GMとCruiseが初の「量産型」自動運転車を発表

Cruise Automation(昨年GMが買収)の創業者でCEOのKyle Vogtは、同社とそのオーナーであるGMにとってとても大きな発表を行った。発表の内容は彼らが自動運転車の量産体制が整ったというものだ。完全自動車両に必要な全てが搭載済で、あとはソフトウェアと規制問題がクリアされるだけだという。

「今日私たちは、量産可能な自動運転車のプロダクションデザインを発表します」とVogtは語った。「さらに重要なことに、これらの車両は運転手なしで走行することが可能なのです」。

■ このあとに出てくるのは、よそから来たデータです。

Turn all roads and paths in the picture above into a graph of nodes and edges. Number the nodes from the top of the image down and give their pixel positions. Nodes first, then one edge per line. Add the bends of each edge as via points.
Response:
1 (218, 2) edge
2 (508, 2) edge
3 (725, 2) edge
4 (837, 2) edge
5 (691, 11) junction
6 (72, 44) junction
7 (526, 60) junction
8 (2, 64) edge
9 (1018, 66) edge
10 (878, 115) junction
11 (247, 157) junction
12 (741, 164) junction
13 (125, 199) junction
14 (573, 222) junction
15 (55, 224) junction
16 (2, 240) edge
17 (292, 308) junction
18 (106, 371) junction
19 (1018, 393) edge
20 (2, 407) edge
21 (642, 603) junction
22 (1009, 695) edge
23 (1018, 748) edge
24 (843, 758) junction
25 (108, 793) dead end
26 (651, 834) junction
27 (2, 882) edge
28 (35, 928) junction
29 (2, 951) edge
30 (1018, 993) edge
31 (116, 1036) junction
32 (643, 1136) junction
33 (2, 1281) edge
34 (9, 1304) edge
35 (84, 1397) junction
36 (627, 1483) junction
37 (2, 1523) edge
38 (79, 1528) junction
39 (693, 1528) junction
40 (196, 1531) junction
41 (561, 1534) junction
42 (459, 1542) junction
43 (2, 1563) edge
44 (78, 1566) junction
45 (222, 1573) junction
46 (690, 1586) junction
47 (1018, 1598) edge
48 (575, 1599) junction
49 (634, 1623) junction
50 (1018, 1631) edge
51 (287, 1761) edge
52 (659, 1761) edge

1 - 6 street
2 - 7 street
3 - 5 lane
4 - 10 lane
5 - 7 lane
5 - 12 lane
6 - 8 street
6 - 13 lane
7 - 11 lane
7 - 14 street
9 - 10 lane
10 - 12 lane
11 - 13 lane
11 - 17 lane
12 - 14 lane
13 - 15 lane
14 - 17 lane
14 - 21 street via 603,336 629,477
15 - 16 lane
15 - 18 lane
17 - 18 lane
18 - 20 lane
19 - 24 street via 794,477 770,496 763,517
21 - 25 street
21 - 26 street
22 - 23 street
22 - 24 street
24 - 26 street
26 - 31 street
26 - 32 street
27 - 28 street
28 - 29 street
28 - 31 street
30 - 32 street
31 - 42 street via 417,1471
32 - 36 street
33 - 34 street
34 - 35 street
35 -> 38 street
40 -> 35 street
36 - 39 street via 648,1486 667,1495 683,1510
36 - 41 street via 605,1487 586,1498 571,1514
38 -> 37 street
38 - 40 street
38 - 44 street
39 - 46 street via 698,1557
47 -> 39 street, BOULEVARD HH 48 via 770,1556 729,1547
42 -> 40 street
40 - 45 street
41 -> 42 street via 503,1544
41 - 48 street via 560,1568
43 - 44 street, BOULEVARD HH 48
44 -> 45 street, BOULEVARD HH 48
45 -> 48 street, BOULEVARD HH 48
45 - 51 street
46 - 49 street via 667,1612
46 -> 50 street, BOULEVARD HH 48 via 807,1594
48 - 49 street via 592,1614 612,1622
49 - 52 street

つまり、すべての必要な部品は揃っていて、あとは「ソフトウェアの準備が整ったら」(とVogtは付け加えたが)、ドライバなしに路上を安全に運転することができるということだ。

GMのAutonomous Technology and Vehicle Execution担当副社長であるDoug Parksは、これまでVoltとBolt EVの設計に携わってきたと説明した。これが最終的に自動運転機能に結びつくものだと彼らは認識している。全てが「Kyleがいま発表した、初の量産型自動運転車を提供にむけて進行しています」。

「オリオンの組み立てセンターで製造することができるように、デザインに変更が加えられました」とParksは説明した。このためには部品調達のためにサプライヤーと協力したが、それは第2世代のテスト車両を使って成し遂げられたものだと語った。

この最新車両は量産可能なデザインになっている、とParksは述べた。つまり、自律システム全体に「完全な冗長性」が備わっているため、機械的にも準備が整っていて、センサとソフトウェアの観点からは「障害時にも機能し安全」ということになる。

この車両は、Chevrolet Boltを使用した第3世代Cruiseの自動運転プラットフォームに基づいている。彼らが以前Boltテスト車両を生産すると発表していた同社のミシガン州オリオンで生産されることになる。

この発表は、路上走行可能な自動運転車が明日にでも消費者の手に入るということを意味しているわけではない。Parkによればその前に「まだやるべきことはたくさんある」ということだ。

Vogtは自動運転技術における安全性に対する彼らの目標はどれ位向上して来たかについて語り、規模なしには何事もなし得ないと語った。数百台程度の車を路上に送り出すだけでは大きな利便性を達成することはできない。

「ハイテク企業にとって特にやりがいのある重要な挑戦は、車の製造です」と彼は言う。「そしてそれを量産することです」。

改造車両は製作が難しく、彼曰く「壊れ続ける」ために、継続的に修理して道路に戻すのは難しい。この発表が意味するのは、この車が年間何十万台も生産ラインから生み出されることが可能になったということだ。そしてその車両は現在出荷されているBolt EVにとても似ているものの、Vogtによれば内部では部品の40%が新しいものになっていて、そのほとんどが部品とシステムの冗長性に焦点を当てたものだ。

50台の車両が既にGMによって製造されていて、この先生産量が増加すると見込まれている。Vogtによれば、完全自動運転車を可能にするソフトウェアの展開の時期は設定されていないが、個人所有の車両ではなく、商用車両群に対する導入を目指しているということだ。

現在実際に生産されているこれらの新しい車両配備に関しては、Vogtによれば、今後数週間でサンフランシスコのCruise従業員に提供されるオンデマンド配車サービス”Cruise Anywhere”に統合され始める。

Vogtは、これはわずか14ヶ月で用意された第3世代のCruise自動運転車両であり、テスト目的だとしても、開発速度は驚異的だと指摘した。彼はまた、GMとCruiseが発表したものと、他の自動車メーカーやハイテク企業がCESのようなイベントに持ち込む一回限りのデモンストレーション車との違いを明らかにするという機会を得ることができた。